É bom perceber que Velozes e Furiosos habitualmente flerta com conceitos que parecem ter saído de uma novela: a “importância da família”, personagens que perderam a memória, pessoas que morrem e voltam à vida e vilões ou heróis que mudam de lado – para reforçar isso, este oitavo exemplar traz Dominic Toretto sendo forçado a se voltar contra a sua família. No entanto, se os sete longas anteriores tropeçavam ao abordar esses dramas artificiais com uma sobriedade excessiva, o novo episódio sempre parece fazer questão de usar o novelesco como um modo de reiterar a leveza do projeto, deixando claro que nem mesmo os momentos mais “intensos” devem ser encarados com seriedade – e se alguém surge em cena chorando ou anunciando algo trágico, esse “drama” é imediatamente desfeito através de algum alívio cômico.
Em outras palavras: Velozes e Furiosos 8 abraça um tom farsesco que é particularmente definido pelas hilárias alfinetadas entre os personagens de Dwayne Johnson e Jason Statham (quando o primeiro faz uma ameaça específica – e inacreditável – ao segundo, os dois começam a gargalhar perante o absurdo que acabou de ser dito). Além disso, quando certa pessoa acusa outra de estar cometendo “um clichê“, é como se o próprio roteirista Chris Morgan convidasse o público a entrar num universo onde este tipo de bobagem é apenas o ponto de partida para outras que virão a seguir.

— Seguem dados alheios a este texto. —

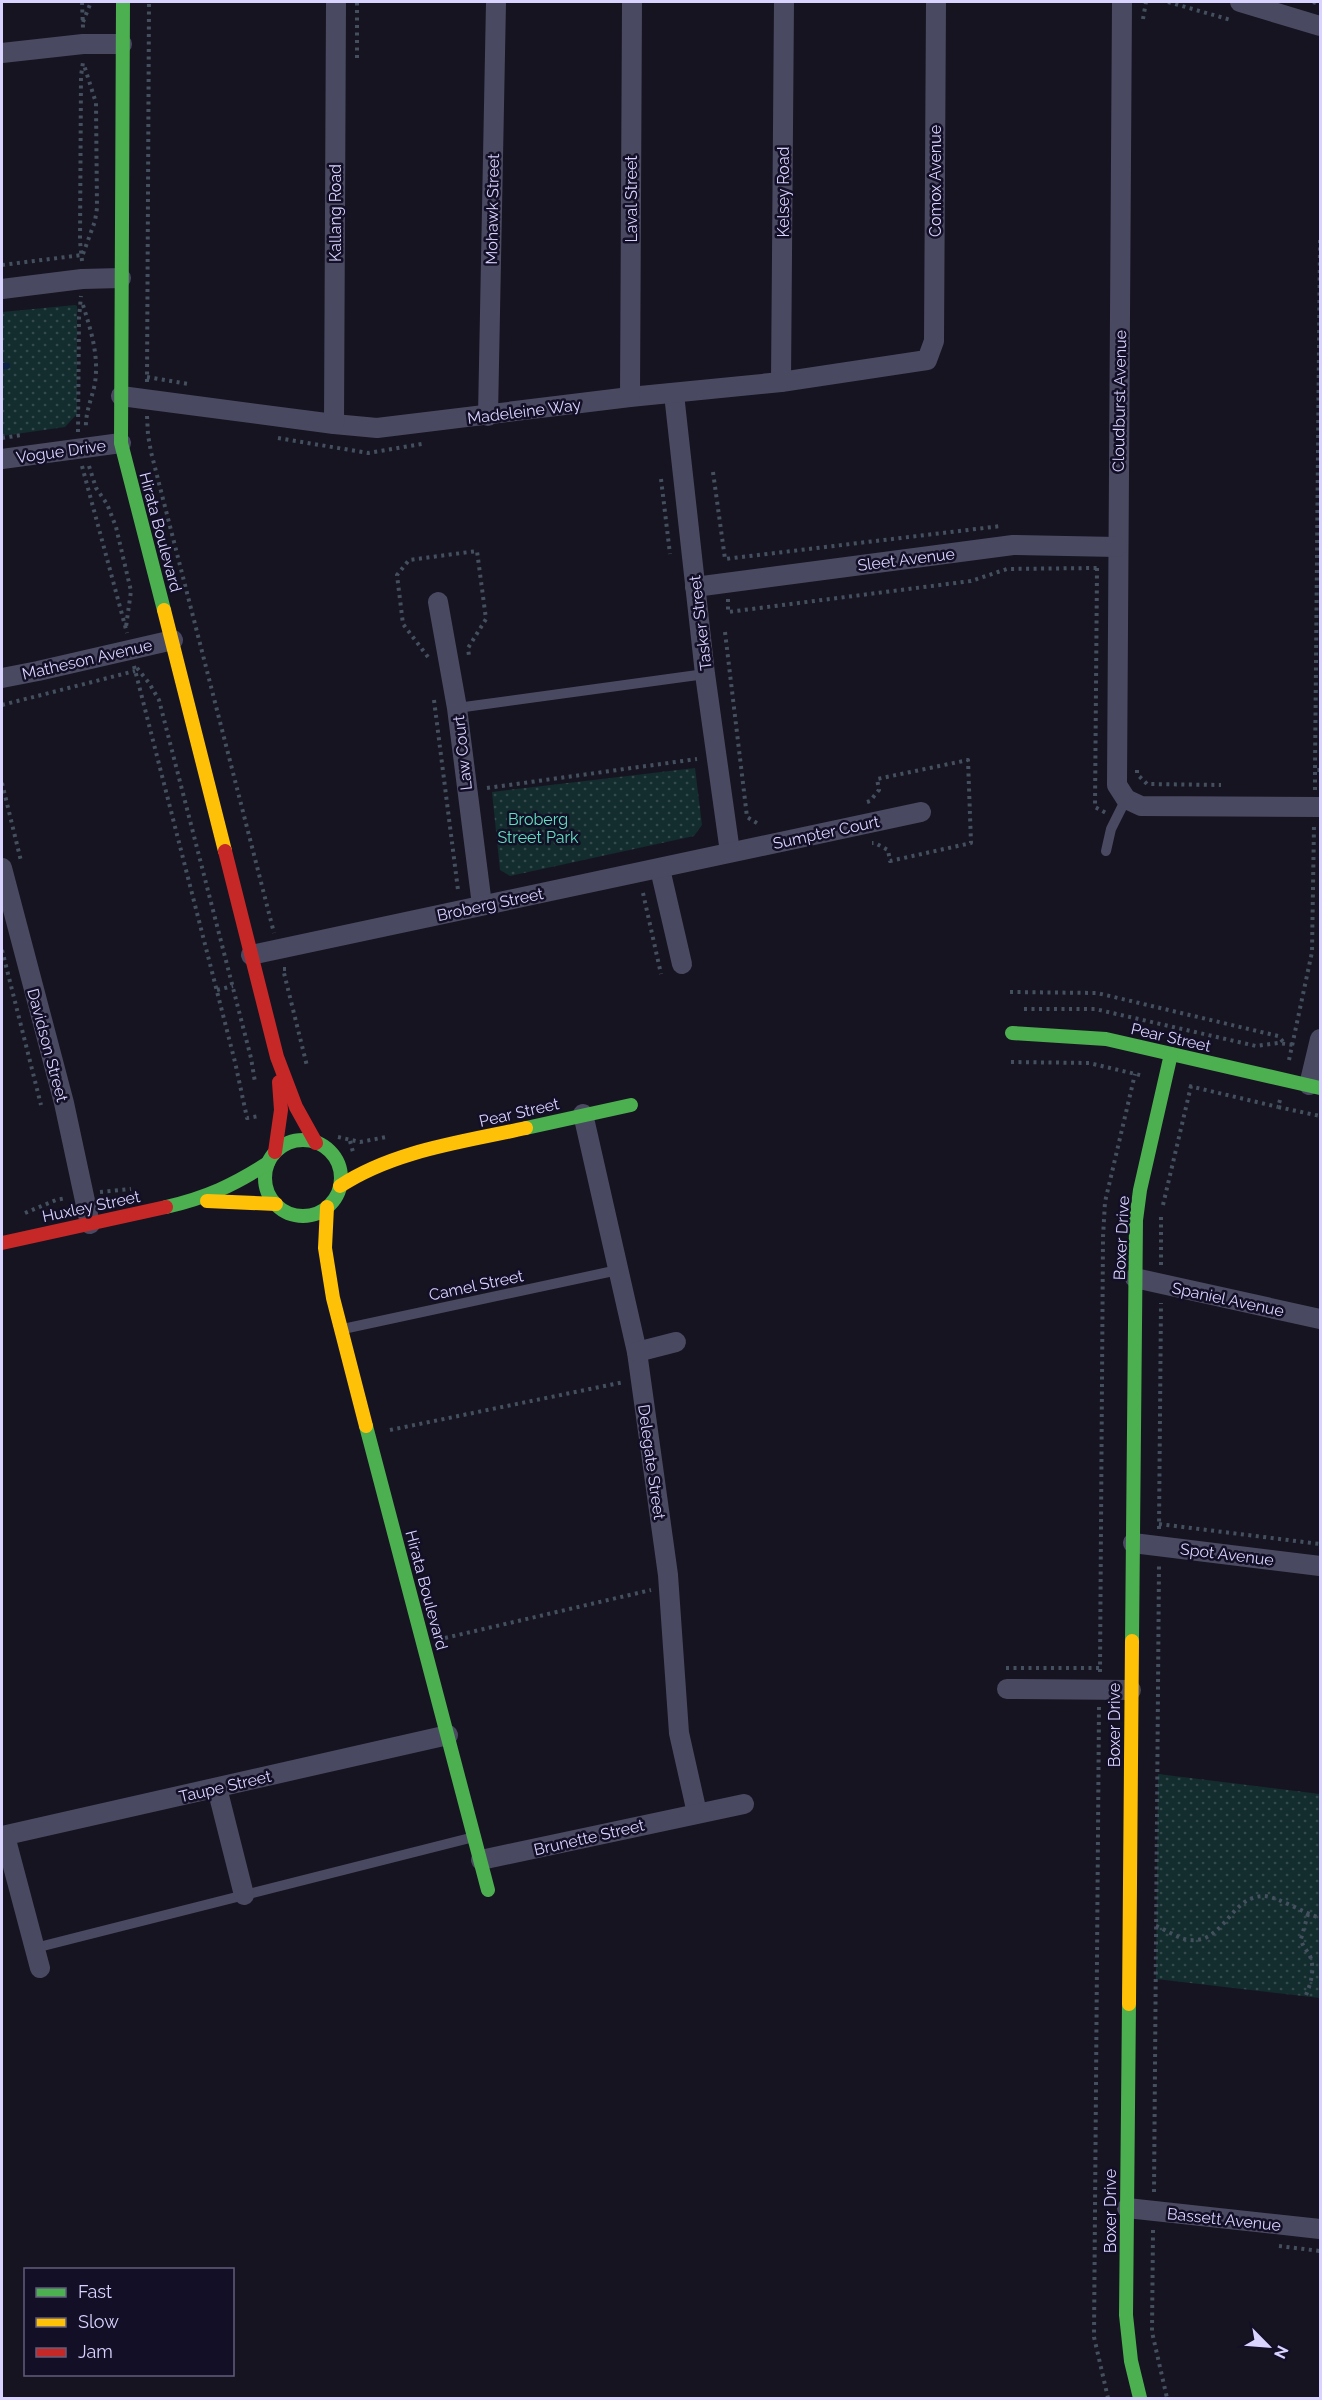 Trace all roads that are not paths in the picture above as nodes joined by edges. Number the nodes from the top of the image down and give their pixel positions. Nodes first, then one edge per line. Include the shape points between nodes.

Mas não é só: logo na sequência de abertura, quando Dominic Toretto vence uma corrida dirigindo um carro em marcha ré, é impossível não compreender o tipo de filme que está começando ali – e cabe ao espectador a tarefa de compactuar ou não com a natureza divertidamente estúpida do longa.
Dirigido pelo mesmo F. Gary Gray que realizou Straight Outta Compton há dois anos, Velozes e Furiosos 8 brilha no seu aspecto mais aguardado: as cenas de ação – que, mais uma vez, agem de acordo com a proposta assumidamente tola e espalhafatosa da produção, criando momentos que envolvem uma bola de demolição, carros hackeados que funcionam quase como zumbis, uma “batalha de Nova York” que nem os Vingadores resolveriam com facilidade, dezenas de veículos que caem de um prédio em queda livre, homens-míssil e um submarino que persegue os heróis no Ártico russo. Mas claro que esses instantes não seriam bem-sucedidos se não fossem conduzidos com eficácia por F. Gary Gray, sendo um alívio constatar que o diretor é hábil ao conceber sequências de ação repletas de energia, mas que ainda assim são construídas de maneira clara e objetiva (por mais que os acontecimentos sejam visualmente complexos, eles sempre são ilustrados de modo compreensível). E se a montagem não esconde alguns erros de continuidade grosseiros, ao menos é digna de nota quando começa a usar flashbacks como um recurso cômico, explorando, inclusive o conceito de “flashback dentro de flashback“.
Geralmente eficaz em suas tentativas de humor (embora algumas sejam exageradas), Velozes e Furiosos 8 não traz os atores mais talentosos da atualidade, mas ao menos se destaca pela diversidade de um elenco que desempenha suas funções de forma suficientemente apropriada: Vin Diesel parece se sentir mais à vontade ao participar desta franquia específica, ainda que seus esforços dramáticos sejam pavorosos; Michelle Rodriguez se sai bem ao encarnar o papel de durona que se habituou a fazer; Tyrese Gibson e Ludacris continuam tentando ser os alívio cômicos, mas são prejudicados por piadinhas fracas e repetitivas; Jason Statham rende alguns dos instantes mais engraçados da projeção; Charlize Theron surge como uma daquelas hackers que só existem mesmo no mundo do Cinema, compondo uma vilã que o público sente prazer ao odiá-la; e Dwayne Johnson exibe uma força bruta e um bom humor que me fazem desejar um spin-off de seu personagem, causando destruições que, justamente por serem impossíveis, sempre despertam gargalhadas. Por fim, Chris Bridges, Kurt Russell e Nathalie Emmanuel pouco têm a fazer na trama, ao passo que Scott Eastwood é submetido a piadas pouco eficientes.
Se estabelecendo como o ponto mais alto de uma franquia que já perdeu e recuperou a mão várias vezes, Velozes e Furiosos 8 comprova que a série só tem a ganhar quando investe descaradamente na insanidade de seu universo e dos personagens. Agora, resta aguardar o momento onde os heróis vão voltar no tempo, viajar para outras dimensões ou levar seus veículos estilosos para o espaço sideral a fim de enfrentar robôs gigantes, monstros ou alienígenas.